LOL Mogy, I'd love to go halfsies on the Apnealink but unfortunately I just spent a whole lot of cash on some antique silver this past weekend.  Now the coffers are empty! 

Actually I am very impressed with your results. We are always told that lifestyle changes can improve diabetes, heart disease, blood pressure and even COPD so why not sleep apnea? I am often perplexed by the ardent and often fierce opposition. Imagine telling someone that they HAVE to use medication and not even try lifestyle changes for T2 Diabetes? It might not work in all cases but at least a person can try. In your case the results of HST is proof that something is working. 
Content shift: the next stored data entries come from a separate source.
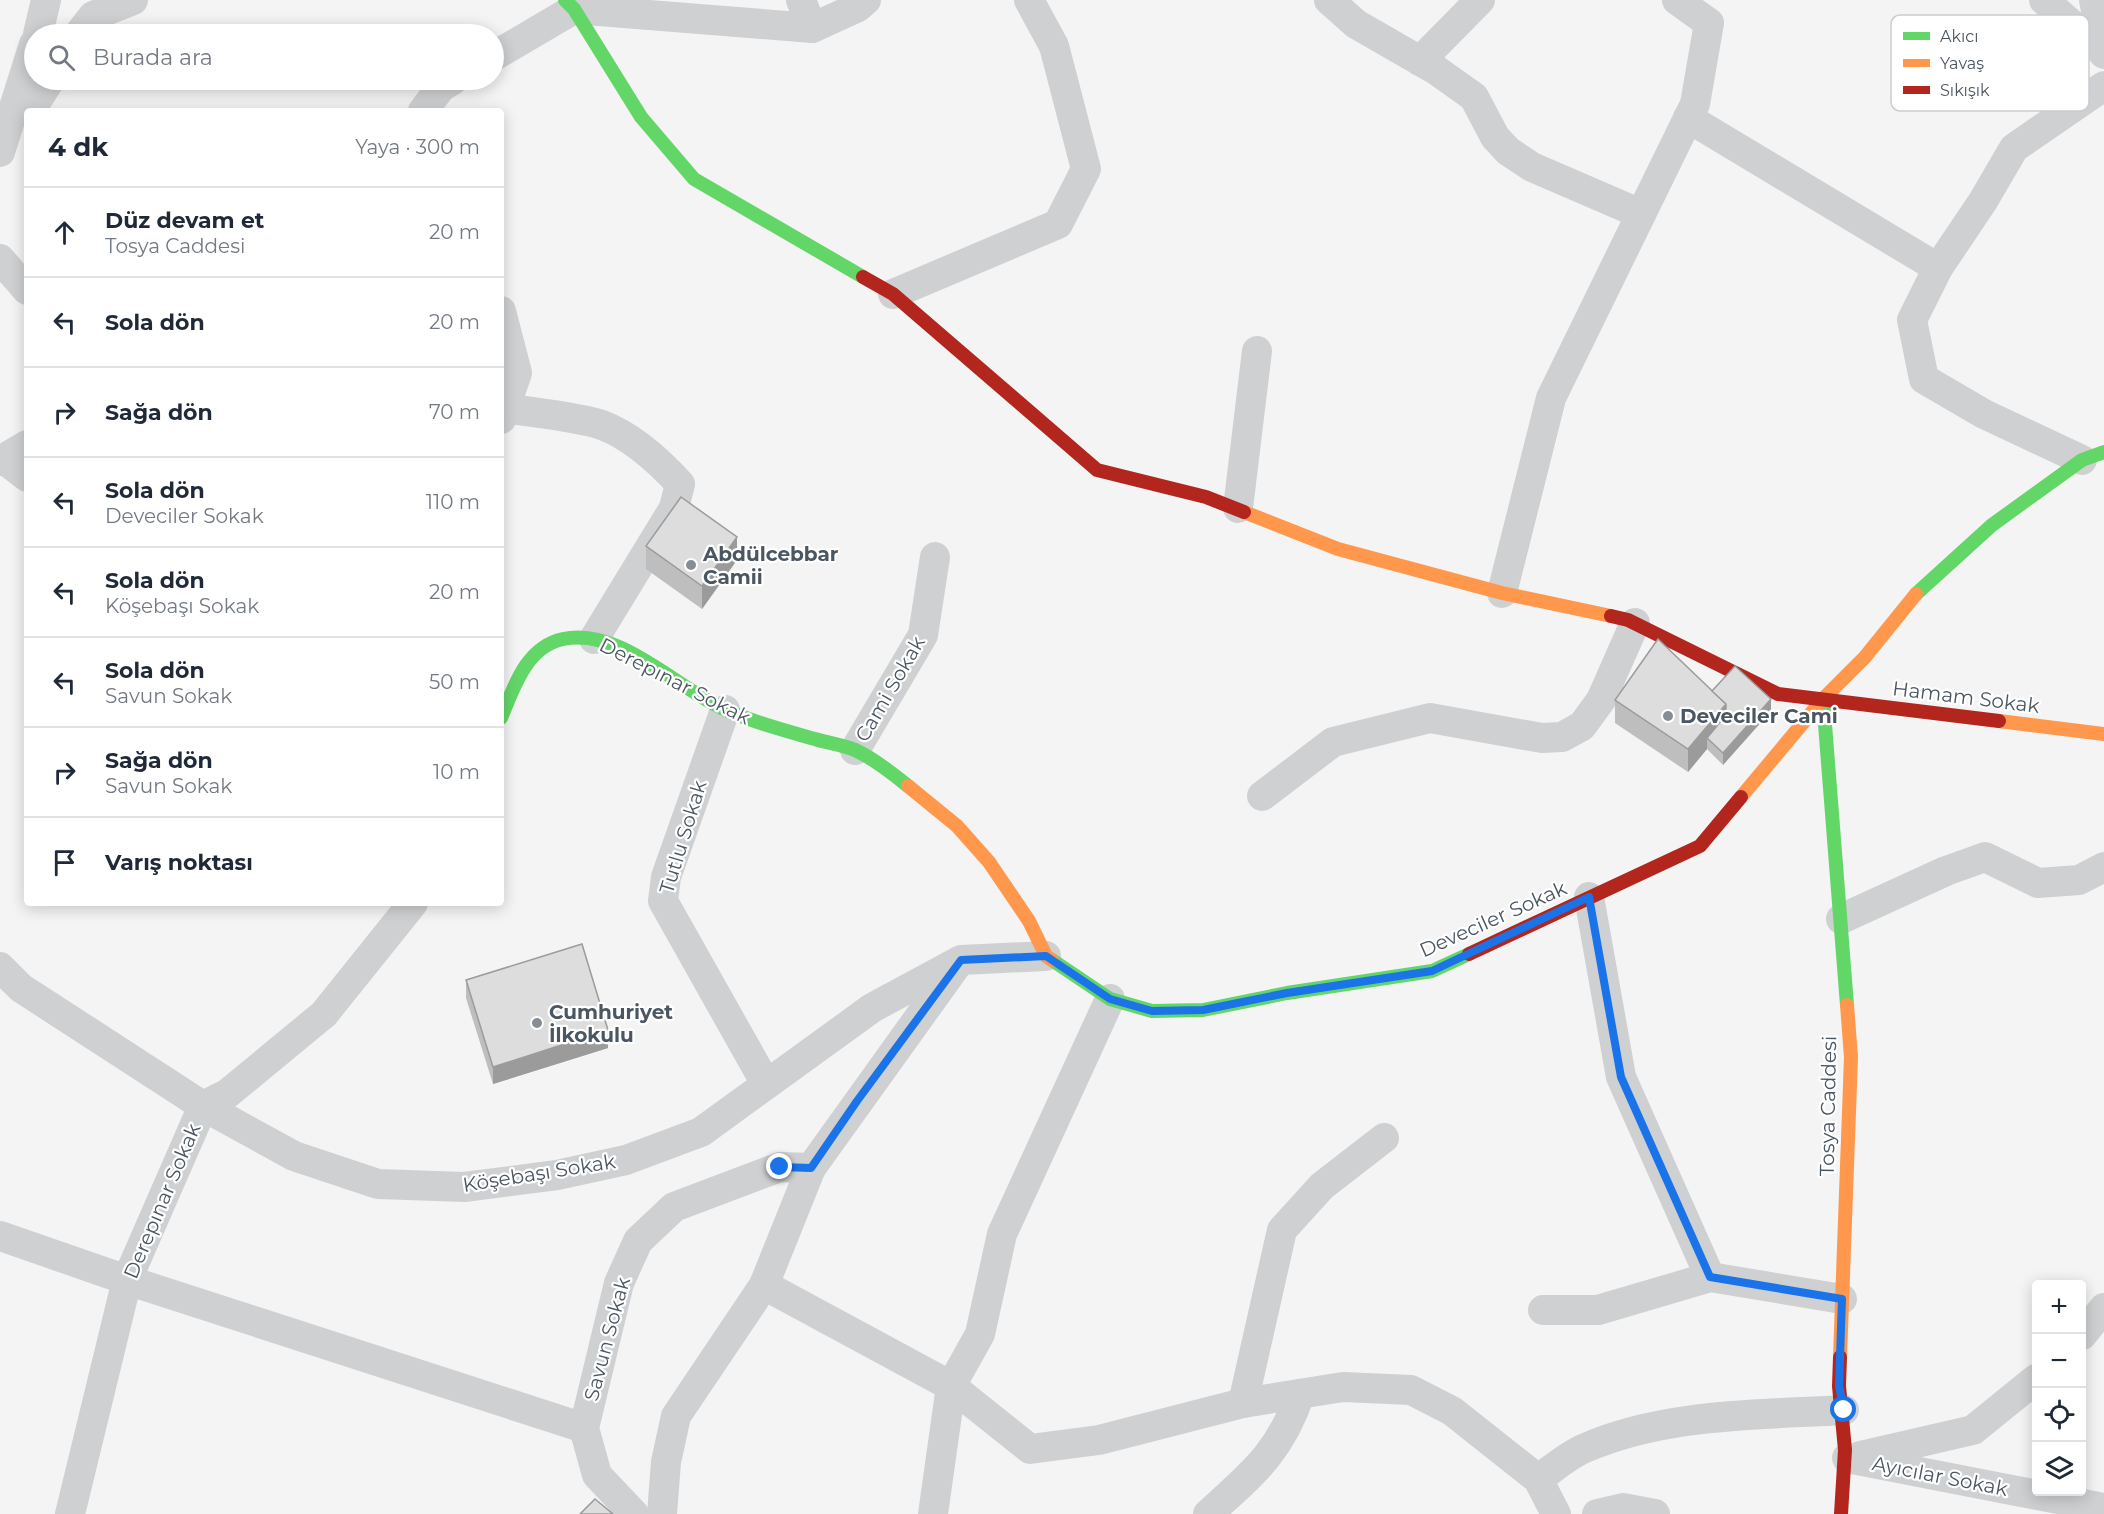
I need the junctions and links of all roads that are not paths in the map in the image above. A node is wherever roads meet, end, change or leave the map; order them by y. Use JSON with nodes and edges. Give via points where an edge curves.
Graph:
{"nodes":[{"id":1,"x":46,"y":0,"type":"edge"},
{"id":2,"x":133,"y":0,"type":"edge"},
{"id":3,"x":801,"y":0,"type":"edge"},
{"id":4,"x":866,"y":0,"type":"edge"},
{"id":5,"x":1029,"y":0,"type":"edge"},
{"id":6,"x":1329,"y":0,"type":"edge"},
{"id":7,"x":1480,"y":0,"type":"edge"},
{"id":8,"x":1677,"y":0,"type":"edge"},
{"id":9,"x":2044,"y":0,"type":"edge"},
{"id":10,"x":2094,"y":0,"type":"edge"},
{"id":11,"x":570,"y":5,"type":"edge"},
{"id":12,"x":1709,"y":12,"type":"edge"},
{"id":13,"x":2061,"y":15,"type":"edge"},
{"id":14,"x":40,"y":24,"type":"edge"},
{"id":15,"x":87,"y":24,"type":"edge"},
{"id":16,"x":812,"y":28,"type":"junction"},
{"id":17,"x":2089,"y":40,"type":"edge"},
{"id":18,"x":504,"y":49,"type":"edge"},
{"id":19,"x":2103,"y":53,"type":"edge"},
{"id":20,"x":1420,"y":61,"type":"junction"},
{"id":21,"x":24,"y":75,"type":"edge"},
{"id":22,"x":2104,"y":86,"type":"edge"},
{"id":23,"x":44,"y":90,"type":"edge"},
{"id":24,"x":439,"y":90,"type":"edge"},
{"id":25,"x":2089,"y":96,"type":"edge"},
{"id":26,"x":32,"y":108,"type":"edge"},
{"id":27,"x":425,"y":108,"type":"edge"},
{"id":28,"x":2068,"y":111,"type":"edge"},
{"id":29,"x":1688,"y":118,"type":"junction"},
{"id":30,"x":24,"y":121,"type":"edge"},
{"id":31,"x":0,"y":151,"type":"edge"},
{"id":32,"x":1641,"y":214,"type":"junction"},
{"id":33,"x":0,"y":259,"type":"edge"},
{"id":34,"x":1938,"y":268,"type":"junction"},
{"id":35,"x":24,"y":287,"type":"edge"},
{"id":36,"x":893,"y":294,"type":"junction"},
{"id":37,"x":504,"y":323,"type":"edge"},
{"id":38,"x":1257,"y":351,"type":"dead end"},
{"id":39,"x":504,"y":410,"type":"edge"},
{"id":40,"x":504,"y":413,"type":"edge"},
{"id":41,"x":2093,"y":456,"type":"edge"},
{"id":42,"x":1238,"y":508,"type":"junction"},
{"id":43,"x":935,"y":557,"type":"dead end"},
{"id":44,"x":1502,"y":593,"type":"junction"},
{"id":45,"x":1635,"y":623,"type":"junction"},
{"id":46,"x":594,"y":639,"type":"junction"},
{"id":47,"x":1823,"y":699,"type":"junction"},
{"id":48,"x":725,"y":710,"type":"junction"},
{"id":49,"x":504,"y":711,"type":"edge"},
{"id":50,"x":2104,"y":734,"type":"edge"},
{"id":51,"x":855,"y":750,"type":"junction"},
{"id":52,"x":1262,"y":796,"type":"dead end"},
{"id":53,"x":2104,"y":867,"type":"edge"},
{"id":54,"x":1589,"y":897,"type":"junction"},
{"id":55,"x":411,"y":906,"type":"edge"},
{"id":56,"x":1841,"y":919,"type":"junction"},
{"id":57,"x":1046,"y":956,"type":"junction"},
{"id":58,"x":961,"y":960,"type":"junction"},
{"id":59,"x":0,"y":967,"type":"edge"},
{"id":60,"x":1110,"y":999,"type":"junction"},
{"id":61,"x":766,"y":1084,"type":"junction"},
{"id":62,"x":202,"y":1106,"type":"junction"},
{"id":63,"x":1384,"y":1138,"type":"dead end"},
{"id":64,"x":811,"y":1168,"type":"junction"},
{"id":65,"x":0,"y":1236,"type":"edge"},
{"id":66,"x":1710,"y":1277,"type":"junction"},
{"id":67,"x":127,"y":1280,"type":"junction"},
{"id":68,"x":764,"y":1285,"type":"junction"},
{"id":69,"x":1842,"y":1299,"type":"junction"},
{"id":70,"x":2104,"y":1308,"type":"edge"},
{"id":71,"x":1543,"y":1310,"type":"dead end"},
{"id":72,"x":2083,"y":1334,"type":"edge"},
{"id":73,"x":2032,"y":1383,"type":"edge"},
{"id":74,"x":951,"y":1386,"type":"junction"},
{"id":75,"x":1300,"y":1394,"type":"junction"},
{"id":76,"x":1243,"y":1403,"type":"junction"},
{"id":77,"x":1844,"y":1410,"type":"junction"},
{"id":78,"x":584,"y":1428,"type":"junction"},
{"id":79,"x":1847,"y":1458,"type":"junction"},
{"id":80,"x":1538,"y":1479,"type":"junction"},
{"id":81,"x":2104,"y":1508,"type":"edge"},
{"id":82,"x":70,"y":1514,"type":"edge"},
{"id":83,"x":634,"y":1514,"type":"edge"},
{"id":84,"x":662,"y":1514,"type":"edge"},
{"id":85,"x":933,"y":1514,"type":"edge"},
{"id":86,"x":1208,"y":1514,"type":"edge"},
{"id":87,"x":1556,"y":1514,"type":"edge"},
{"id":88,"x":1597,"y":1514,"type":"edge"},
{"id":89,"x":1655,"y":1514,"type":"edge"},
{"id":90,"x":1841,"y":1514,"type":"edge"}],
"edges":[{"from":1,"to":14,"type":"street"},
{"from":2,"to":15,"type":"street","via":[[93,16]]},
{"from":3,"to":16,"type":"street"},
{"from":4,"to":16,"type":"street","via":[[858,8]]},
{"from":5,"to":36,"type":"street","via":[[1054,46],[1086,169],[1058,224]]},
{"from":6,"to":20,"type":"street","via":[[1356,24]]},
{"from":7,"to":20,"type":"street"},
{"from":8,"to":12,"type":"street"},
{"from":9,"to":13,"type":"street"},
{"from":10,"to":19,"type":"street"},
{"from":11,"to":16,"type":"street"},
{"from":11,"to":18,"type":"street"},
{"from":11,"to":36,"type":"street","name":"Hamam Sokak","via":[[641,117],[694,179]]},
{"from":12,"to":29,"type":"street","via":[[1695,104]]},
{"from":17,"to":19,"type":"street"},
{"from":20,"to":32,"type":"street","via":[[1474,97],[1495,137],[1508,152],[1532,167]]},
{"from":21,"to":31,"type":"street"},
{"from":22,"to":25,"type":"street"},
{"from":23,"to":26,"type":"street"},
{"from":24,"to":27,"type":"street"},
{"from":28,"to":34,"type":"street","via":[[2014,148]]},
{"from":29,"to":32,"type":"street"},
{"from":29,"to":34,"type":"street"},
{"from":30,"to":31,"type":"street"},
{"from":32,"to":44,"type":"street","via":[[1551,398]]},
{"from":33,"to":35,"type":"street"},
{"from":34,"to":41,"type":"street","via":[[1912,320],[1924,379],[1984,414]]},
{"from":36,"to":42,"type":"street","name":"Hamam Sokak","via":[[1097,470]]},
{"from":37,"to":39,"type":"street","via":[[517,373]]},
{"from":38,"to":42,"type":"street"},
{"from":40,"to":46,"type":"street","via":[[602,425],[654,458],[680,484],[674,508]]},
{"from":41,"to":47,"type":"street","name":"Deveciler Sokak","via":[[1992,525],[1924,584],[1865,657]]},
{"from":42,"to":44,"type":"street","name":"Hamam Sokak","via":[[1338,549]]},
{"from":43,"to":51,"type":"street","name":"Cami Sokak","via":[[923,635]]},
{"from":44,"to":45,"type":"street","name":"Hamam Sokak"},
{"from":45,"to":47,"type":"street","name":"Hamam Sokak","via":[[1778,694]]},
{"from":45,"to":52,"type":"street","via":[[1601,700],[1582,726],[1562,737],[1542,738],[1430,718],[1333,742]]},
{"from":46,"to":48,"type":"street","name":"Derepınar Sokak","via":[[667,673]]},
{"from":46,"to":49,"type":"street","name":"Derepınar Sokak","via":[[564,639],[546,646],[523,667]]},
{"from":47,"to":50,"type":"street","name":"Hamam Sokak"},
{"from":47,"to":54,"type":"street","name":"Deveciler Sokak","via":[[1700,846]]},
{"from":47,"to":56,"type":"street","name":"Tosya Caddesi"},
{"from":48,"to":51,"type":"street","name":"Derepınar Sokak"},
{"from":48,"to":61,"type":"street","name":"Tutlu Sokak","via":[[666,877],[663,901]]},
{"from":51,"to":57,"type":"street","name":"Derepınar Sokak","via":[[896,776],[957,826],[989,862],[1029,921]]},
{"from":53,"to":56,"type":"street","via":[[2079,880],[2038,883],[1985,857]]},
{"from":54,"to":60,"type":"street","name":"Deveciler Sokak","via":[[1432,971],[1203,1010],[1152,1011]]},
{"from":54,"to":66,"type":"street","via":[[1621,1077]]},
{"from":55,"to":62,"type":"street","name":"Derepınar Sokak","via":[[324,1014],[227,1094]]},
{"from":56,"to":69,"type":"street","name":"Tosya Caddesi","via":[[1851,1057]]},
{"from":57,"to":58,"type":"street","name":"Köşebaşı Sokak"},
{"from":57,"to":60,"type":"street","name":"Deveciler Sokak"},
{"from":58,"to":61,"type":"street","name":"Köşebaşı Sokak","via":[[872,1008]]},
{"from":58,"to":64,"type":"street"},
{"from":59,"to":62,"type":"street","name":"Köşebaşı Sokak","via":[[21,988]]},
{"from":60,"to":74,"type":"street","via":[[1002,1234],[980,1334]]},
{"from":61,"to":62,"type":"street","name":"Köşebaşı Sokak","via":[[700,1132],[626,1160],[557,1175],[464,1186],[378,1184],[294,1156]]},
{"from":62,"to":67,"type":"street","name":"Derepınar Sokak"},
{"from":63,"to":76,"type":"street","via":[[1322,1186],[1282,1230]]},
{"from":64,"to":68,"type":"street"},
{"from":64,"to":78,"type":"street","name":"Savun Sokak","via":[[780,1167],[674,1207],[638,1242],[620,1283]]},
{"from":65,"to":67,"type":"street"},
{"from":66,"to":69,"type":"street"},
{"from":66,"to":71,"type":"street","via":[[1598,1310]]},
{"from":67,"to":78,"type":"street"},
{"from":67,"to":82,"type":"street","name":"Derepınar Sokak"},
{"from":68,"to":74,"type":"street"},
{"from":68,"to":84,"type":"street","via":[[676,1416],[666,1462]]},
{"from":69,"to":77,"type":"street","name":"Tosya Caddesi","via":[[1839,1386]]},
{"from":70,"to":72,"type":"street"},
{"from":73,"to":79,"type":"street","via":[[1973,1430]]},
{"from":74,"to":76,"type":"street","via":[[1030,1449],[1099,1440]]},
{"from":74,"to":85,"type":"street"},
{"from":75,"to":76,"type":"street"},
{"from":75,"to":80,"type":"street","via":[[1343,1387],[1411,1390],[1452,1411]]},
{"from":75,"to":86,"type":"street","via":[[1274,1451]]},
{"from":77,"to":79,"type":"street","name":"Tosya Caddesi"},
{"from":77,"to":80,"type":"street","via":[[1712,1417],[1627,1434],[1583,1449]]},
{"from":78,"to":83,"type":"street","name":"Savun Sokak","via":[[597,1475]]},
{"from":79,"to":81,"type":"street","name":"Ayıcılar Sokak"},
{"from":79,"to":90,"type":"street","name":"Tosya Caddesi"},
{"from":80,"to":87,"type":"street"},
{"from":88,"to":89,"type":"street","via":[[1623,1508]]}]}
My apnea is caused by anatomical features that I was born with and that  can't be changed. Just like my hereditary high blood pressure, no matter how much I exercise and how thin I am, I will always be on BP meds.

That said,  CPAP has been very positive for me and improved my sleep a great deal, ditto my mood, reduced anxiety and stopped my atrial tachy (knock on wood) so for me stopping is not on the cards, and I will be using CPAP for the rest of my days.   

But for those who are borderline mild and are prepared to work hard on other approaches such as weight loss, throat exercises, whatever , heck , why not? I wish I could lose 40 pounds and reverse my OSA .... but I am not overweight. 

Here are the recommendations for treatment in Canada, and for mild OSA lifestyle intervention (if appropriate) is first line treatment, not CPAP.


The one issue of course  is  that unlike glucose testing, it is hard to monitor your AHI on a regular basis, and so easy for sleep apnea to return under the slightest change of circumstances, and you might not be aware of it until you crash into a car on the highway. That would be my fear.